One way to mitigate this design was to create the XSL datastream in one object (say, demo:foo) and have every other object reference demo:foo's XSL datastream. While this eliminated the need for multiple copies of the same XSL document, every data object still required an XSL datasteam of its own that redirected to demo:foo's XSL datastream.

In order to workaround the requirement for every object to have its own XSL datastream (inline or redirect), the WSDL binding in the service deployment could hardcode a reference to demo:foo's XSL datastream:

<wsdl:binding name="DC2MODS_http" type="tns:DC2MODSPortType">
  <http:binding verb="GET"/>
  <wsdl:operation name="transform">
  <http:operation location="SaxonServlet?source=(DC)&style=http://localhost:8080/fedora/get/demo:dc2mods.cmodel/XSL"/>

Although this does the trick, it's a bit of a hack, and it's desirable to be able to describe the datastream binding in a more formal fashion. It's also fragile, because of the hardcoding of the host and port and it also doesn't support authentication (e.g. if authentication is required for API-A).

I came across this issue in the development of the unAPI HTTP service for Fedora. Rather than hardcode a datastream location in the WSDL binding, I extended the DSInputSpec schema to include an optional pid attribute. Absent the pid attribute, the datastream input is still assumed to belong to the data object. However, if the pid is specified, the binding occurs against that pid's datastream.
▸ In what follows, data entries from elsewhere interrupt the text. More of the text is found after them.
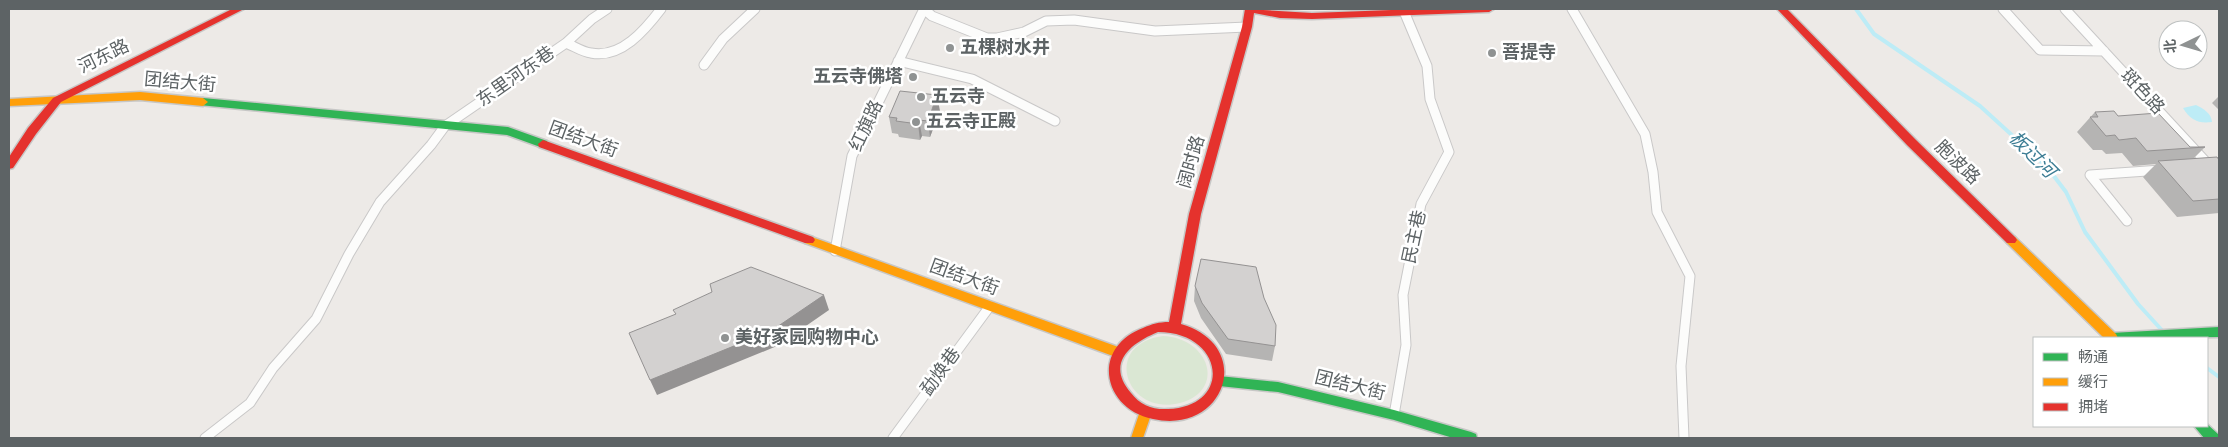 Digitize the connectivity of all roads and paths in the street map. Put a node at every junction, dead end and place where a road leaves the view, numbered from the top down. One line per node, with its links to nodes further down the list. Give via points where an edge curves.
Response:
1 (239, 9): 18 (main road, 河东路)
2 (608, 9): 14 (street)
3 (661, 9): 14 (street, 东里河东巷, via 646,28 616,52 594,54)
4 (755, 9): 17 (street, via 723,39)
5 (924, 9): 13 (street, via 932,16 987,38 1005,38 1046,21 1060,20 1155,32); 16 (street, 红旗路)
6 (1250, 9): 12 (main road, via 1304,16); 13 (main road, 阔时路)
7 (1489, 9): 12 (main road)
8 (1572, 9): 41 (street, via 1645,134 1657,212 1690,276 1681,366)
9 (1782, 9): 30 (main road, 胞波路, via 1911,142)
10 (2003, 9): 15 (street, via 2040,50)
11 (2065, 9): 15 (street, 斑色路)
12 (1403, 11): 35 (street, 民主巷, via 1427,66 1430,99 1449,152 1421,204 1403,295 1406,345)
13 (1248, 27): 28 (main road, 阔时路, via 1195,214)
14 (566, 43): 21 (street, 东里河东巷)
15 (2104, 51): 24 (street, 斑色路, via 2206,167)
16 (898, 61): 20 (street, via 972,79); 26 (street, 红旗路, via 852,156)
17 (704, 65)
18 (57, 100): 19 (main road, 团结大街); 21 (main road, 团结大街, via 140,96); 22 (main road, 河东路)
19 (9, 103)
20 (1055, 121)
21 (445, 126): 26 (main road, 团结大街, via 508,132); 37 (street, 东里河东巷, via 380,202 316,319 273,368 250,403)
22 (9, 165)
23 (2174, 169): 25 (street, via 2090,175)
24 (2219, 176)
25 (2127, 221)
26 (835, 251): 27 (main road, 团结大街)
27 (990, 306): 32 (main road, 团结大街); 38 (street, 勐焕巷)
28 (1174, 327): 32 (main road, via 1140,331); 33 (main road, via 1204,340 1214,352 1219,366)
29 (2219, 332): 31 (main road)
30 (2110, 337)
31 (2144, 337)
32 (1118, 352): 34 (main road, via 1113,365 1114,379 1121,393)
33 (1219, 381): 34 (main road, via 1212,395 1200,407 1183,414 1165,416); 35 (main road, 团结大街, via 1278,387)
34 (1146, 412): 39 (main road)
35 (1394, 415): 40 (main road, 团结大街)
36 (2201, 427): 42 (main road)
37 (205, 438)
38 (893, 438)
39 (1137, 438)
40 (1471, 438)
41 (1684, 438)
42 (2213, 438) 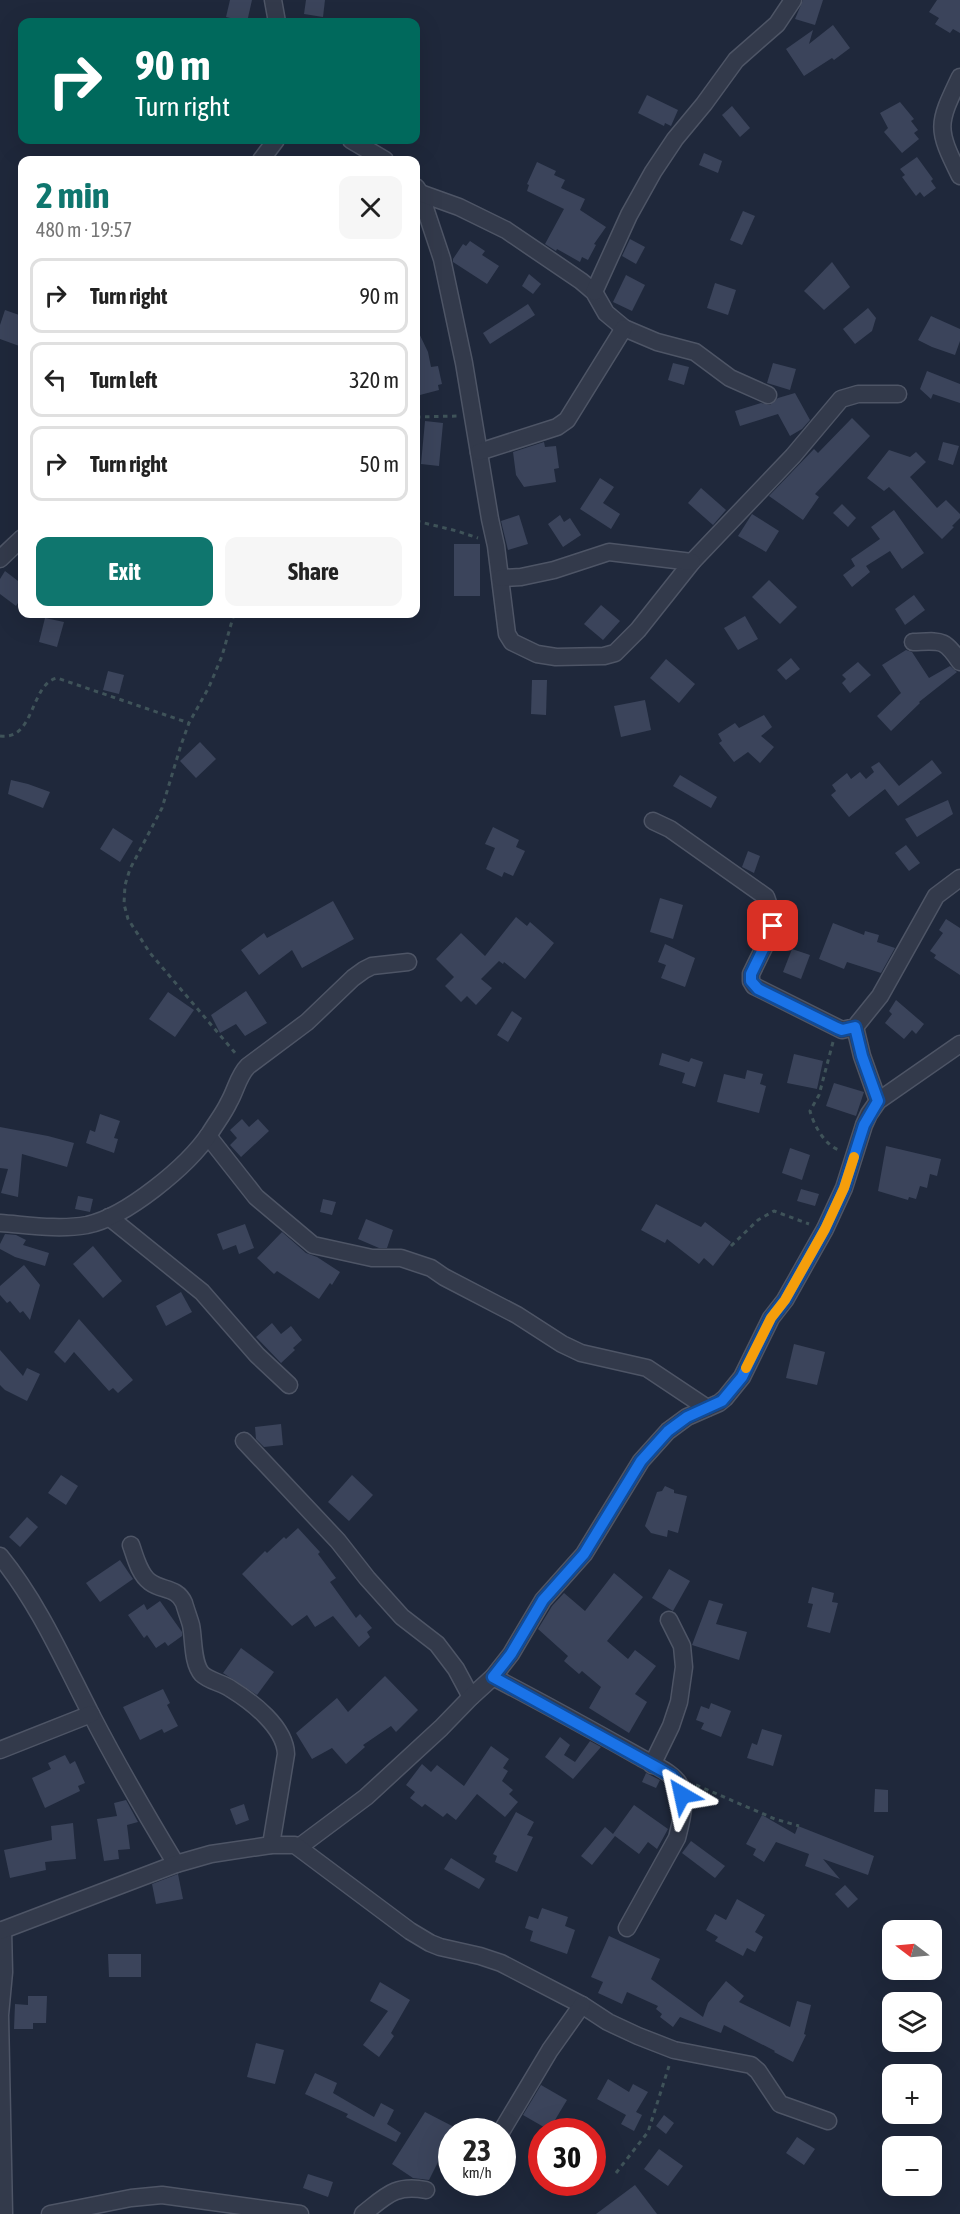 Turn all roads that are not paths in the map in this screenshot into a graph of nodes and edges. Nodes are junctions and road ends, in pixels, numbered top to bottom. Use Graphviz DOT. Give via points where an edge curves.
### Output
graph roads {
  1 [pos="273,0"];
  2 [pos="793,0"];
  3 [pos="276,18"];
  4 [pos="960,77"];
  5 [pos="358,144"];
  6 [pos="378,156"];
  7 [pos="960,176"];
  8 [pos="420,191"];
  9 [pos="420,196"];
  10 [pos="594,292"];
  11 [pos="624,328"];
  12 [pos="898,394"];
  13 [pos="768,395"];
  14 [pos="479,452"];
  15 [pos="18,542"];
  16 [pos="0,560"];
  17 [pos="692,562"];
  18 [pos="501,578"];
  19 [pos="912,642"];
  20 [pos="960,662"];
  21 [pos="653,820"];
  22 [pos="960,878"];
  23 [pos="408,962"];
  24 [pos="855,1027"];
  25 [pos="960,1044"];
  26 [pos="878,1101"];
  27 [pos="208,1136"];
  28 [pos="110,1217"];
  29 [pos="0,1222"];
  30 [pos="289,1385"];
  31 [pos="707,1408"];
  32 [pos="244,1441"];
  33 [pos="131,1545"];
  34 [pos="0,1556"];
  35 [pos="669,1620"];
  36 [pos="493,1677"];
  37 [pos="471,1697"];
  38 [pos="91,1714"];
  39 [pos="0,1750"];
  40 [pos="652,1765"];
  41 [pos="271,1845"];
  42 [pos="299,1847"];
  43 [pos="176,1864"];
  44 [pos="627,1928"];
  45 [pos="2,1931"];
  46 [pos="582,2005"];
  47 [pos="509,2118"];
  48 [pos="828,2121"];
  49 [pos="426,2190"];
  50 [pos="4,2214"];
  51 [pos="50,2214"];
  52 [pos="300,2214"];
  53 [pos="363,2214"];
  1 -- 3 [label="street"];
  2 -- 10 [label="street" via="777,24 736,60 652,172"];
  4 -- 7 [label="street" via="945,108 942,126 944,141"];
  5 -- 6 [label="street"];
  8 -- 10 [label="street" via="506,230"];
  9 -- 14 [label="street" via="442,259"];
  10 -- 11 [label="street" via="606,313"];
  11 -- 13 [label="street" via="695,352 730,378"];
  11 -- 14 [label="street" via="567,420 557,427"];
  12 -- 17 [label="street" via="858,394 841,399 793,456"];
  14 -- 18 [label="street"];
  15 -- 16 [label="street"];
  17 -- 18 [label="street" via="609,552 554,570"];
  17 -- 18 [label="street" via="638,630 619,650 604,656 556,657 537,654 512,642 507,634"];
  19 -- 20 [label="street" via="946,644"];
  21 -- 24 [label="street" via="766,897 773,926 750,977 754,986 837,1028"];
  22 -- 24 [label="street" via="936,896 892,976"];
  23 -- 27 [label="street" via="364,970 307,1023 248,1066"];
  24 -- 26 [label="street"];
  25 -- 26 [label="street"];
  26 -- 31 [label="street" via="866,1120 844,1188 825,1229 771,1318 742,1377 722,1401"];
  27 -- 28 [label="street" via="167,1179"];
  27 -- 31 [label="street" via="256,1197 313,1245 372,1258 401,1258 431,1268 581,1353 647,1368"];
  28 -- 29 [label="street" via="60,1227"];
  28 -- 30 [label="street" via="202,1292"];
  31 -- 36 [label="street" via="668,1431 641,1461 584,1554 543,1600"];
  32 -- 37 [label="street" via="338,1541 402,1617 437,1644"];
  33 -- 41 [label="street" via="146,1578 178,1593 183,1602 200,1673 253,1704 284,1740 286,1754"];
  34 -- 38 [label="street" via="30,1599"];
  35 -- 40 [label="street" via="682,1646 684,1667 671,1726"];
  36 -- 37 [label="street"];
  36 -- 40 [label="street"];
  37 -- 42 [label="street" via="366,1797"];
  38 -- 39 [label="street"];
  38 -- 43 [label="street"];
  40 -- 44 [label="street" via="672,1776 679,1785 681,1822 677,1839"];
  41 -- 42 [label="street"];
  41 -- 43 [label="street"];
  42 -- 46 [label="street" via="430,1943 501,1963"];
  43 -- 45 [label="street"];
  45 -- 50 [label="street"];
  46 -- 47 [label="street"];
  46 -- 48 [label="street" via="608,2022 674,2050 751,2065 780,2104"];
  49 -- 53 [label="street" via="399,2189"];
  51 -- 52 [label="street" via="162,2195"];
}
As shown in the diagram above, the data objects no longer include an XSL datastream. Instead, the XSL datastream is located in demo:cmodel and is referenced in the DSINPUTSPEC datastream of demo:sdep. One thing to note: although the XSL datastream is a part of the content model object, its presence isn't actually described by the content model. In this case, however, I don't think it's appropriate to extend the dsCompositeModel schema such that the dsTypeModel element take a pid attribute. As it stands, the content model object would itself have to have another content model in order to accomplish this.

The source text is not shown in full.